(Data in this exercise begins)
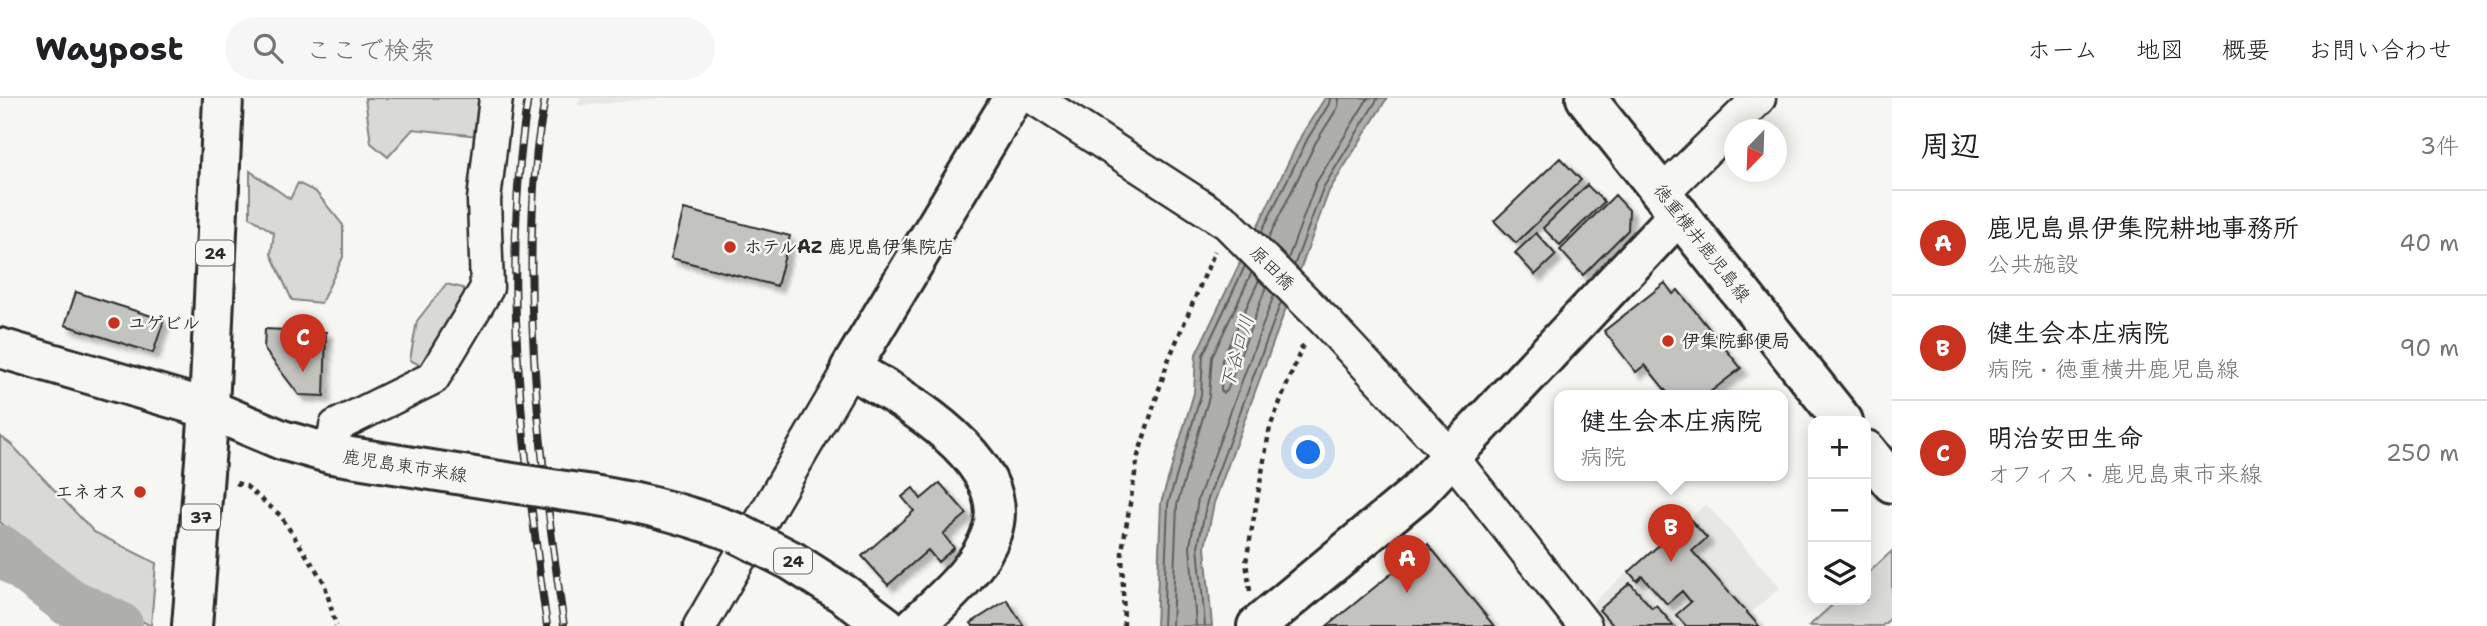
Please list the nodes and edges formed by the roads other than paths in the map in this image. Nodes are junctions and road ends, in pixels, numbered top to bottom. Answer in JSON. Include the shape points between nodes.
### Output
{"nodes":[{"id":1,"x":223,"y":98,"type":"edge"},
{"id":2,"x":496,"y":98,"type":"edge"},
{"id":3,"x":1013,"y":98,"type":"edge"},
{"id":4,"x":1034,"y":98,"type":"edge"},
{"id":5,"x":1586,"y":98,"type":"edge"},
{"id":6,"x":1759,"y":98,"type":"edge"},
{"id":7,"x":1671,"y":204,"type":"junction"},
{"id":8,"x":0,"y":348,"type":"edge"},
{"id":9,"x":850,"y":369,"type":"junction"},
{"id":10,"x":209,"y":409,"type":"junction"},
{"id":11,"x":1839,"y":416,"type":"edge"},
{"id":12,"x":332,"y":454,"type":"junction"},
{"id":13,"x":1451,"y":456,"type":"junction"},
{"id":14,"x":1871,"y":456,"type":"edge"},
{"id":15,"x":1892,"y":482,"type":"edge"},
{"id":16,"x":1254,"y":613,"type":"edge"},
{"id":17,"x":192,"y":626,"type":"edge"},
{"id":18,"x":699,"y":626,"type":"edge"},
{"id":19,"x":886,"y":626,"type":"edge"},
{"id":20,"x":915,"y":626,"type":"edge"},
{"id":21,"x":1585,"y":626,"type":"edge"}],
"edges":[{"from":1,"to":10,"type":"main road","number":"24"},
{"from":2,"to":12,"type":"street","via":[[484,200],[487,288],[433,378],[336,426]]},
{"from":3,"to":9,"type":"main road"},
{"from":4,"to":13,"type":"street","name":"原田橋","via":[[1232,228]]},
{"from":5,"to":7,"type":"main road","name":"徳重横井鹿児島線"},
{"from":6,"to":7,"type":"street"},
{"from":7,"to":11,"type":"main road","name":"徳重横井鹿児島線"},
{"from":7,"to":13,"type":"main road"},
{"from":8,"to":10,"type":"main road","name":"鹿児島東市来線"},
{"from":9,"to":18,"type":"street"},
{"from":9,"to":20,"type":"main road","via":[[909,403],[967,453],[988,481],[996,506],[984,550],[957,585]]},
{"from":10,"to":12,"type":"main road","name":"鹿児島東市来線","number":"24","via":[[282,440]]},
{"from":10,"to":17,"type":"main road","number":"37"},
{"from":12,"to":19,"type":"main road","name":"鹿児島東市来線","number":"24","bridge":true,"via":[[625,499],[686,514],[792,561]]},
{"from":13,"to":16,"type":"main road","via":[[1417,493]]},
{"from":13,"to":21,"type":"street","name":"原田橋"},
{"from":14,"to":15,"type":"main road"}]}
(Data in this exercise ends)
■ **What this task involves**
Give back the full listing verbatim, skipping each picture.

■ **Task response**
Please list the nodes and edges formed by the roads other than paths in the map in this image. Nodes are junctions and road ends, in pixels, numbered top to bottom. Answer in JSON. Include the shape points between nodes.
### Output
{"nodes":[{"id":1,"x":223,"y":98,"type":"edge"},
{"id":2,"x":496,"y":98,"type":"edge"},
{"id":3,"x":1013,"y":98,"type":"edge"},
{"id":4,"x":1034,"y":98,"type":"edge"},
{"id":5,"x":1586,"y":98,"type":"edge"},
{"id":6,"x":1759,"y":98,"type":"edge"},
{"id":7,"x":1671,"y":204,"type":"junction"},
{"id":8,"x":0,"y":348,"type":"edge"},
{"id":9,"x":850,"y":369,"type":"junction"},
{"id":10,"x":209,"y":409,"type":"junction"},
{"id":11,"x":1839,"y":416,"type":"edge"},
{"id":12,"x":332,"y":454,"type":"junction"},
{"id":13,"x":1451,"y":456,"type":"junction"},
{"id":14,"x":1871,"y":456,"type":"edge"},
{"id":15,"x":1892,"y":482,"type":"edge"},
{"id":16,"x":1254,"y":613,"type":"edge"},
{"id":17,"x":192,"y":626,"type":"edge"},
{"id":18,"x":699,"y":626,"type":"edge"},
{"id":19,"x":886,"y":626,"type":"edge"},
{"id":20,"x":915,"y":626,"type":"edge"},
{"id":21,"x":1585,"y":626,"type":"edge"}],
"edges":[{"from":1,"to":10,"type":"main road","number":"24"},
{"from":2,"to":12,"type":"street","via":[[484,200],[487,288],[433,378],[336,426]]},
{"from":3,"to":9,"type":"main road"},
{"from":4,"to":13,"type":"street","name":"原田橋","via":[[1232,228]]},
{"from":5,"to":7,"type":"main road","name":"徳重横井鹿児島線"},
{"from":6,"to":7,"type":"street"},
{"from":7,"to":11,"type":"main road","name":"徳重横井鹿児島線"},
{"from":7,"to":13,"type":"main road"},
{"from":8,"to":10,"type":"main road","name":"鹿児島東市来線"},
{"from":9,"to":18,"type":"street"},
{"from":9,"to":20,"type":"main road","via":[[909,403],[967,453],[988,481],[996,506],[984,550],[957,585]]},
{"from":10,"to":12,"type":"main road","name":"鹿児島東市来線","number":"24","via":[[282,440]]},
{"from":10,"to":17,"type":"main road","number":"37"},
{"from":12,"to":19,"type":"main road","name":"鹿児島東市来線","number":"24","bridge":true,"via":[[625,499],[686,514],[792,561]]},
{"from":13,"to":16,"type":"main road","via":[[1417,493]]},
{"from":13,"to":21,"type":"street","name":"原田橋"},
{"from":14,"to":15,"type":"main road"}]}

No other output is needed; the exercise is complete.